Across the country in the hip East Village neighborhood of New York City, vintage boutique Duo NYC is seeing one denim style fly off the shelves, and co-owner Larae Kangas is sticking to what works.

“For us it’s the classic 501 Levi’s that is the most solid seller, always,” she said. The high-waisted, button-fly silhouette has continued to resonate with the city’s shoppers, even through New York’s hardest months. “It’s that classic, straight cut with the fly up to the belly button” that every girl is looking for, she said.

“Pandemic wise, sales have been consistent,” Kangas said of her vintage denim offerings, though loungewear’s influence continues unabated. “Sizing has gotten a bit bigger, because quarantine [weight gain] is real,” she said, but the Levi’s 501 is still the store’s overall top-selling item.

According to Kangas, Duo NYC closed for 98 days beginning in March, finally reopening its doors to shoppers at the end of June. The time away from the shop gave Kangas and co-founder/sister Wendy time to build out the shop’s airy, minimalist website—and start selling on social.

“We’ve found Instagram to be huge for us,” she said, adding that posting photos of one-off vintage items on the platform is much easier than creating dedicated product pages on the store’s e-commerce site. Shoppers simply comment or direct message the shop to reserve an item, and they’re sent a digital invoice for their purchase.

Kangas said that trends in washes “seem to be staying standard” with what she’s seen in the past—lighter washes and whites in the warmer months, and darker indigoes and charcoals for fall.

In the online realm, similar patterns persist, according to Noelle Sciacca, editorial lead for The RealReal’s women’s business.

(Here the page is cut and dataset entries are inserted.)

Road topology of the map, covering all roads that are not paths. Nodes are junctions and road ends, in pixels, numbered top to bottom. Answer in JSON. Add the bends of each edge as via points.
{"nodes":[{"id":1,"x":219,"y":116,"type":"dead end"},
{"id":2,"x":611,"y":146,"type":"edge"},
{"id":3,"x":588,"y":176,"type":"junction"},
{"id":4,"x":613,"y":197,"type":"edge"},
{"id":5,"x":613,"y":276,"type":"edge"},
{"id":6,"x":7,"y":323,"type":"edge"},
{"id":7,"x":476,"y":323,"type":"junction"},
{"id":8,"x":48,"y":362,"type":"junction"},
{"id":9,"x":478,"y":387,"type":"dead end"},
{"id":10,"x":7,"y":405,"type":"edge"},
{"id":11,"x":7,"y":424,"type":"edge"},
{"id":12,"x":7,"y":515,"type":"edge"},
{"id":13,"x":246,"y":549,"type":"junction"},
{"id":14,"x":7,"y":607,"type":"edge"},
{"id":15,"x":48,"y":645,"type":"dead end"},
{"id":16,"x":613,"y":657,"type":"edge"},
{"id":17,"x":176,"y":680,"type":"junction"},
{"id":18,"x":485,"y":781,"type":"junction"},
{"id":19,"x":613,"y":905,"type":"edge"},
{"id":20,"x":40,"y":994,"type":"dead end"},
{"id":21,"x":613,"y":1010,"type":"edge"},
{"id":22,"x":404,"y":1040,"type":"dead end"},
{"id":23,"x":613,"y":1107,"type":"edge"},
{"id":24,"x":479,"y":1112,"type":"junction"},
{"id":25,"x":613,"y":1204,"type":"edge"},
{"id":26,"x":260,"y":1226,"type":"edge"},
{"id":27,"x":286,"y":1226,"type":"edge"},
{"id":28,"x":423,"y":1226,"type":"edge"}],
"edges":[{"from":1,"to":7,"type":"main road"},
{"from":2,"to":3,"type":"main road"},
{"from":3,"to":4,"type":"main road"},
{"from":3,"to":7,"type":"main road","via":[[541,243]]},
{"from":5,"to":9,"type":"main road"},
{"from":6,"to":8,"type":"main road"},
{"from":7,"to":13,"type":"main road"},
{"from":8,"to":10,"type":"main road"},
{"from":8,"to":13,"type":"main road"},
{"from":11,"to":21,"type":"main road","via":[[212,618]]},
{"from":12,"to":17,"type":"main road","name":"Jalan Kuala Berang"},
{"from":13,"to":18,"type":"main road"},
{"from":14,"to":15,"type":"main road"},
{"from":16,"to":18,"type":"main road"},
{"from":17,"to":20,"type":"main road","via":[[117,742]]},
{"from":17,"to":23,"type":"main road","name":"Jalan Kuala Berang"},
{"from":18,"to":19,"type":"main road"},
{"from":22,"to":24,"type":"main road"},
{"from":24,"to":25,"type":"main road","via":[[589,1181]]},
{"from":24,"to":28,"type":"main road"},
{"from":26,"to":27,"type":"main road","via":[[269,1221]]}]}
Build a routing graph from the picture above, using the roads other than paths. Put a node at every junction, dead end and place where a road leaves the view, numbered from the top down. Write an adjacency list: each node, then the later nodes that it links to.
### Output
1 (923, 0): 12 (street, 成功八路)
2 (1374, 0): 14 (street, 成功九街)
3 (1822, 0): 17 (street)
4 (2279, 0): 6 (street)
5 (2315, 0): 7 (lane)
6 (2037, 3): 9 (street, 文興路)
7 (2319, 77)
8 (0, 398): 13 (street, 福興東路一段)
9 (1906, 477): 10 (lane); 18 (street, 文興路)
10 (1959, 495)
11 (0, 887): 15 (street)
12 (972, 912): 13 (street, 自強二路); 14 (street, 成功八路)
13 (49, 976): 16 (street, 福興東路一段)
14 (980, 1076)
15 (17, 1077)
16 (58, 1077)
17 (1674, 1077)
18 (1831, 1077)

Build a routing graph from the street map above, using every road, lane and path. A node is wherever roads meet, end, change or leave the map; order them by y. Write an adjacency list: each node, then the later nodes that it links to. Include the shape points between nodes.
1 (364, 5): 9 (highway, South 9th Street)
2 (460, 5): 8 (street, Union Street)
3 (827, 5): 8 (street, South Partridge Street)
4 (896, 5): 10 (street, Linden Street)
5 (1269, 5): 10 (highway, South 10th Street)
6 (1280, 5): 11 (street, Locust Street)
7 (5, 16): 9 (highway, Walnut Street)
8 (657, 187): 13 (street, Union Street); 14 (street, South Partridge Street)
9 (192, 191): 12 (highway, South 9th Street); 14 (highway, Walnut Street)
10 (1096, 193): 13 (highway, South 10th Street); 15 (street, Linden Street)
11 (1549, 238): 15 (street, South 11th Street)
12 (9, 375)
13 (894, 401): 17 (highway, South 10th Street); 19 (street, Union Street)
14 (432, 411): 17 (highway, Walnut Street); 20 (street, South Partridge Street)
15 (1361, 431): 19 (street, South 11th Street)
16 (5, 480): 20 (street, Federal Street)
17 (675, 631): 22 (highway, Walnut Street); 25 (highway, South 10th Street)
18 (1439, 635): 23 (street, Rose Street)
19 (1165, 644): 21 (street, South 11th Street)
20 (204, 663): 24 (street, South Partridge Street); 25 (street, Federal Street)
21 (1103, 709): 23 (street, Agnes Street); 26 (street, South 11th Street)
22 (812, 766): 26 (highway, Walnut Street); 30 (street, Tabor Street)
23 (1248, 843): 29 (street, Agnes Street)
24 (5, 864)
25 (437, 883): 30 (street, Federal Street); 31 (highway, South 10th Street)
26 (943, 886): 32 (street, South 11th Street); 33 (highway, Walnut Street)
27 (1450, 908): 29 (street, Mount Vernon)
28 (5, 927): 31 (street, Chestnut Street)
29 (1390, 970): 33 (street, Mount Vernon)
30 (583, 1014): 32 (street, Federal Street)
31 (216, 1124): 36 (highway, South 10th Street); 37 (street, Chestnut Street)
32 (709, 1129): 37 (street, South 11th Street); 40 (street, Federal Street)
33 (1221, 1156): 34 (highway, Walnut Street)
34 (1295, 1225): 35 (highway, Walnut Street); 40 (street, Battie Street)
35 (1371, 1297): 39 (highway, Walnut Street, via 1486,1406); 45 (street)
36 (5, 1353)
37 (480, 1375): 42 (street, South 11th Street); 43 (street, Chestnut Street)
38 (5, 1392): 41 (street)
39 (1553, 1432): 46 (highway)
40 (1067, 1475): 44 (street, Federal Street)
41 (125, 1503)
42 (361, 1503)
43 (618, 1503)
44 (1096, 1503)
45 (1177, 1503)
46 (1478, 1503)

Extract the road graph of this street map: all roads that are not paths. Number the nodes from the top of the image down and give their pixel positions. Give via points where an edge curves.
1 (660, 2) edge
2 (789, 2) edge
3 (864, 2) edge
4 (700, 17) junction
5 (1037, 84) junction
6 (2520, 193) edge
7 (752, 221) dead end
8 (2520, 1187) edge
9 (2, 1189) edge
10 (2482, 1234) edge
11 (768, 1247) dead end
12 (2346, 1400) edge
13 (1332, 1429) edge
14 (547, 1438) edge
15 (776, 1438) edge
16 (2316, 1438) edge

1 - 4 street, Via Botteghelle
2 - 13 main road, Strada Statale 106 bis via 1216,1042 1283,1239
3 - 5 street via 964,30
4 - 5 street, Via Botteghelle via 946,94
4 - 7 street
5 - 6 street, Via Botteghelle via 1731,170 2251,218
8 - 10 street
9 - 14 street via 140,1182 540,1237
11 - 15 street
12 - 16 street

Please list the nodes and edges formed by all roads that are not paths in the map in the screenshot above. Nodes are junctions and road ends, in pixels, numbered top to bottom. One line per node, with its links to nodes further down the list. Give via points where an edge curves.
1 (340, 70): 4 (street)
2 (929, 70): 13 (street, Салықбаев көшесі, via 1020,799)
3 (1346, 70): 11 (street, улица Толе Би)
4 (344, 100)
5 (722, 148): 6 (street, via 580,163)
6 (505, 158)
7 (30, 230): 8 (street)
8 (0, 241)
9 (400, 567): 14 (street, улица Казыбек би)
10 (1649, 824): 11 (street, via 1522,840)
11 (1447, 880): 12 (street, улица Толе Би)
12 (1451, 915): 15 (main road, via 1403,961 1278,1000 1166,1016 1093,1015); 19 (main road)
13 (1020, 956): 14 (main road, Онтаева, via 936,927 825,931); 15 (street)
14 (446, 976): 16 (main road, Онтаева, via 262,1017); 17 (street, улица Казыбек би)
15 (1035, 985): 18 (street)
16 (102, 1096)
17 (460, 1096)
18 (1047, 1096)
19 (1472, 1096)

The premium and luxury resale marketplace deals in everything from designer handbags to contemporary looks and of course, denim.

“Iconic denim styles from the ’90s are having a moment right now,” she said, along with straight leg jeans from companies like Re/Done, and wide-leg silhouettes from names like Rachel Comey and Khaite, which are trending on the site. Whether the styles are new or old, they’re all forgiving to pandemic pounds.

“Jeans will forever be a wardrobe staple—what we see changing is just the desired silhouette,” she added. Now that comfort is a priority, relaxed denim is rising to the top. “So much of what we wear on a daily basis now is dictated by what will be visible on our small video screens,” Sciacca explained, “so it’s no surprise that during Covid we’ve seen an increase in pant consignments.”

For The RealReal, skinny jeans was the number one overall consigned item at the beginning of the pandemic, she added. “Perhaps this was the first-time consignors had the chance to deep clean their closets and get rid of the popular mid-2000s style,” she postulated, “or maybe they just preferred to swap them for less restrictive pairs.”

Over the course of recent months, shoppers have also demonstrated a new interest in flared jean styles, she said, supplementing the boyfriend styles and straight-leg, high-rise denim that has been popular for seasons.

Spokesperson for resale marketplace ThredUp Natalie Tomlin reported that flared jeans were seeing a major resurgence—in fact, they’re the leading style on the site, selling 25 times faster over the past month than the same period last year. Some of the leading brands for flares include Hudson, Levi’s, Citizens of Humanity and 7 For All Mankind, she said, adding that the uptick in sales reflects “a broader trend for ’70s fashion” across categories.

Active styles like leggings have surely seen augmented sell-through compared to pre-pandemic levels, she said, but interest in denim has remained fairly steady, suggesting that jeans enjoy a special, indispensable status in consumers’ wardrobes. “While the demand for athleisure and comfy clothes spiked during Covid, it never replaced the demand for denim,” she added.